*Saved data entries:*
• • • •

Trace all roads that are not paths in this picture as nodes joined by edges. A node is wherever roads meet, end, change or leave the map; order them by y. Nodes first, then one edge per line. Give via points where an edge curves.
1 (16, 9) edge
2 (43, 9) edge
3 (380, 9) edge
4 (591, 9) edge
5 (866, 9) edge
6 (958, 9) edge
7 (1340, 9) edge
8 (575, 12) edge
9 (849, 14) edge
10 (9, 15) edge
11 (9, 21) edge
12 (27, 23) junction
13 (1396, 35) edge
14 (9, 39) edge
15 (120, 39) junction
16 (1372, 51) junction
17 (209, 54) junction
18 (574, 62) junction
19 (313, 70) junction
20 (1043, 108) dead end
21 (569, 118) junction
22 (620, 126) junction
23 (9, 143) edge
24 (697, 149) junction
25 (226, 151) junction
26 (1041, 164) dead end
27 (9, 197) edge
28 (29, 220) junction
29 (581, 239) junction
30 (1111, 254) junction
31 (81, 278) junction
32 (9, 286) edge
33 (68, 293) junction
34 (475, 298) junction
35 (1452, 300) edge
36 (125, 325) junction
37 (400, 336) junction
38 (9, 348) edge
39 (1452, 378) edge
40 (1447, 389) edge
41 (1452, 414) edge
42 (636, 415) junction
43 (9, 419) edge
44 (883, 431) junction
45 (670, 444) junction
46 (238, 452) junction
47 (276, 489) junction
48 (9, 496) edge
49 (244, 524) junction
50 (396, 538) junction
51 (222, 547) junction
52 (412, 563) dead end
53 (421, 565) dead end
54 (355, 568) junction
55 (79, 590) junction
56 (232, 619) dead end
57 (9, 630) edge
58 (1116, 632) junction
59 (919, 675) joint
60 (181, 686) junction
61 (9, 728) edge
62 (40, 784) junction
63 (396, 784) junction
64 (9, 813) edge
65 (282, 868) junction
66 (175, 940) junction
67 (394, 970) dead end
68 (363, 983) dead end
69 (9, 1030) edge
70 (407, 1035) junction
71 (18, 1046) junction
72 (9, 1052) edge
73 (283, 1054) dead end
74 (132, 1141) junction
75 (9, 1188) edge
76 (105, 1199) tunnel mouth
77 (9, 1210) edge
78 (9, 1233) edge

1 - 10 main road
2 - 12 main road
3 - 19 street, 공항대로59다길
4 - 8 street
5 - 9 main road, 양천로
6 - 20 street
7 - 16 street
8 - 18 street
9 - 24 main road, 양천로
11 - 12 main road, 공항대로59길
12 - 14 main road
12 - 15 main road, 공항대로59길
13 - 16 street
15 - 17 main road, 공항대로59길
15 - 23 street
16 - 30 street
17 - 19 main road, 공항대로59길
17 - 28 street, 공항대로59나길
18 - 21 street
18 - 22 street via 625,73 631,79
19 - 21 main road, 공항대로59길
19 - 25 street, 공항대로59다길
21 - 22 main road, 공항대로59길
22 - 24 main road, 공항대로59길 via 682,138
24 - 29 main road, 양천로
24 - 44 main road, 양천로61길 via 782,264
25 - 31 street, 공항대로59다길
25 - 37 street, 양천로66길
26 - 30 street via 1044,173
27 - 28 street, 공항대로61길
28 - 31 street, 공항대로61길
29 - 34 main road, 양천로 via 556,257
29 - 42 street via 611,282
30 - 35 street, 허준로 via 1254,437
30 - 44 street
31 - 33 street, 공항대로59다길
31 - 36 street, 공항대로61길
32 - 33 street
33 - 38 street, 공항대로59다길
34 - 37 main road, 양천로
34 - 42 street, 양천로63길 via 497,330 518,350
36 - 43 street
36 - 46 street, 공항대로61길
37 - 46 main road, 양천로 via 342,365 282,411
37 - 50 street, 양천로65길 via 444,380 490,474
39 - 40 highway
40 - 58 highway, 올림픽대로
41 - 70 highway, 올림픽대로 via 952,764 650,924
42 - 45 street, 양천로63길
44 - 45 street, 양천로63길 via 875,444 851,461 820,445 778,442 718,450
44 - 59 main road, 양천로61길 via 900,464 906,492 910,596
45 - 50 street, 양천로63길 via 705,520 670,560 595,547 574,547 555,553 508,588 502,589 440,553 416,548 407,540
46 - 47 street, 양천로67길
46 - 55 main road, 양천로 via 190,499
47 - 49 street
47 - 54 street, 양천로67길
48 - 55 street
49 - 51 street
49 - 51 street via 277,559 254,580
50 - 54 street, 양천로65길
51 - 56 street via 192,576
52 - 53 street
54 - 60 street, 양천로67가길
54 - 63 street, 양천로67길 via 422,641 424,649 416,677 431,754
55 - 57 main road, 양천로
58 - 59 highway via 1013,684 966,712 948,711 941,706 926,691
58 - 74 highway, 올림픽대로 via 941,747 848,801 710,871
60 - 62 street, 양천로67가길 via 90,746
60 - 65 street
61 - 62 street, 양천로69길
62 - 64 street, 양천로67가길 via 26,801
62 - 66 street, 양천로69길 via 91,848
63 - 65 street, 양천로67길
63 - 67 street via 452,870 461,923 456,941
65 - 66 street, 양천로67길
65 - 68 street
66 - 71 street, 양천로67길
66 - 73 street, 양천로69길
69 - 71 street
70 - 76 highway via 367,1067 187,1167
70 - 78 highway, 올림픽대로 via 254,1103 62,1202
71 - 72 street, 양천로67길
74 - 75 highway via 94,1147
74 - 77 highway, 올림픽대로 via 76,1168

• • • •

Every record is to be retyped exactly as given.

*Answer space:*
Trace all roads that are not paths in this picture as nodes joined by edges. A node is wherever roads meet, end, change or leave the map; order them by y. Nodes first, then one edge per line. Give via points where an edge curves.
1 (16, 9) edge
2 (43, 9) edge
3 (380, 9) edge
4 (591, 9) edge
5 (866, 9) edge
6 (958, 9) edge
7 (1340, 9) edge
8 (575, 12) edge
9 (849, 14) edge
10 (9, 15) edge
11 (9, 21) edge
12 (27, 23) junction
13 (1396, 35) edge
14 (9, 39) edge
15 (120, 39) junction
16 (1372, 51) junction
17 (209, 54) junction
18 (574, 62) junction
19 (313, 70) junction
20 (1043, 108) dead end
21 (569, 118) junction
22 (620, 126) junction
23 (9, 143) edge
24 (697, 149) junction
25 (226, 151) junction
26 (1041, 164) dead end
27 (9, 197) edge
28 (29, 220) junction
29 (581, 239) junction
30 (1111, 254) junction
31 (81, 278) junction
32 (9, 286) edge
33 (68, 293) junction
34 (475, 298) junction
35 (1452, 300) edge
36 (125, 325) junction
37 (400, 336) junction
38 (9, 348) edge
39 (1452, 378) edge
40 (1447, 389) edge
41 (1452, 414) edge
42 (636, 415) junction
43 (9, 419) edge
44 (883, 431) junction
45 (670, 444) junction
46 (238, 452) junction
47 (276, 489) junction
48 (9, 496) edge
49 (244, 524) junction
50 (396, 538) junction
51 (222, 547) junction
52 (412, 563) dead end
53 (421, 565) dead end
54 (355, 568) junction
55 (79, 590) junction
56 (232, 619) dead end
57 (9, 630) edge
58 (1116, 632) junction
59 (919, 675) joint
60 (181, 686) junction
61 (9, 728) edge
62 (40, 784) junction
63 (396, 784) junction
64 (9, 813) edge
65 (282, 868) junction
66 (175, 940) junction
67 (394, 970) dead end
68 (363, 983) dead end
69 (9, 1030) edge
70 (407, 1035) junction
71 (18, 1046) junction
72 (9, 1052) edge
73 (283, 1054) dead end
74 (132, 1141) junction
75 (9, 1188) edge
76 (105, 1199) tunnel mouth
77 (9, 1210) edge
78 (9, 1233) edge

1 - 10 main road
2 - 12 main road
3 - 19 street, 공항대로59다길
4 - 8 street
5 - 9 main road, 양천로
6 - 20 street
7 - 16 street
8 - 18 street
9 - 24 main road, 양천로
11 - 12 main road, 공항대로59길
12 - 14 main road
12 - 15 main road, 공항대로59길
13 - 16 street
15 - 17 main road, 공항대로59길
15 - 23 street
16 - 30 street
17 - 19 main road, 공항대로59길
17 - 28 street, 공항대로59나길
18 - 21 street
18 - 22 street via 625,73 631,79
19 - 21 main road, 공항대로59길
19 - 25 street, 공항대로59다길
21 - 22 main road, 공항대로59길
22 - 24 main road, 공항대로59길 via 682,138
24 - 29 main road, 양천로
24 - 44 main road, 양천로61길 via 782,264
25 - 31 street, 공항대로59다길
25 - 37 street, 양천로66길
26 - 30 street via 1044,173
27 - 28 street, 공항대로61길
28 - 31 street, 공항대로61길
29 - 34 main road, 양천로 via 556,257
29 - 42 street via 611,282
30 - 35 street, 허준로 via 1254,437
30 - 44 street
31 - 33 street, 공항대로59다길
31 - 36 street, 공항대로61길
32 - 33 street
33 - 38 street, 공항대로59다길
34 - 37 main road, 양천로
34 - 42 street, 양천로63길 via 497,330 518,350
36 - 43 street
36 - 46 street, 공항대로61길
37 - 46 main road, 양천로 via 342,365 282,411
37 - 50 street, 양천로65길 via 444,380 490,474
39 - 40 highway
40 - 58 highway, 올림픽대로
41 - 70 highway, 올림픽대로 via 952,764 650,924
42 - 45 street, 양천로63길
44 - 45 street, 양천로63길 via 875,444 851,461 820,445 778,442 718,450
44 - 59 main road, 양천로61길 via 900,464 906,492 910,596
45 - 50 street, 양천로63길 via 705,520 670,560 595,547 574,547 555,553 508,588 502,589 440,553 416,548 407,540
46 - 47 street, 양천로67길
46 - 55 main road, 양천로 via 190,499
47 - 49 street
47 - 54 street, 양천로67길
48 - 55 street
49 - 51 street
49 - 51 street via 277,559 254,580
50 - 54 street, 양천로65길
51 - 56 street via 192,576
52 - 53 street
54 - 60 street, 양천로67가길
54 - 63 street, 양천로67길 via 422,641 424,649 416,677 431,754
55 - 57 main road, 양천로
58 - 59 highway via 1013,684 966,712 948,711 941,706 926,691
58 - 74 highway, 올림픽대로 via 941,747 848,801 710,871
60 - 62 street, 양천로67가길 via 90,746
60 - 65 street
61 - 62 street, 양천로69길
62 - 64 street, 양천로67가길 via 26,801
62 - 66 street, 양천로69길 via 91,848
63 - 65 street, 양천로67길
63 - 67 street via 452,870 461,923 456,941
65 - 66 street, 양천로67길
65 - 68 street
66 - 71 street, 양천로67길
66 - 73 street, 양천로69길
69 - 71 street
70 - 76 highway via 367,1067 187,1167
70 - 78 highway, 올림픽대로 via 254,1103 62,1202
71 - 72 street, 양천로67길
74 - 75 highway via 94,1147
74 - 77 highway, 올림픽대로 via 76,1168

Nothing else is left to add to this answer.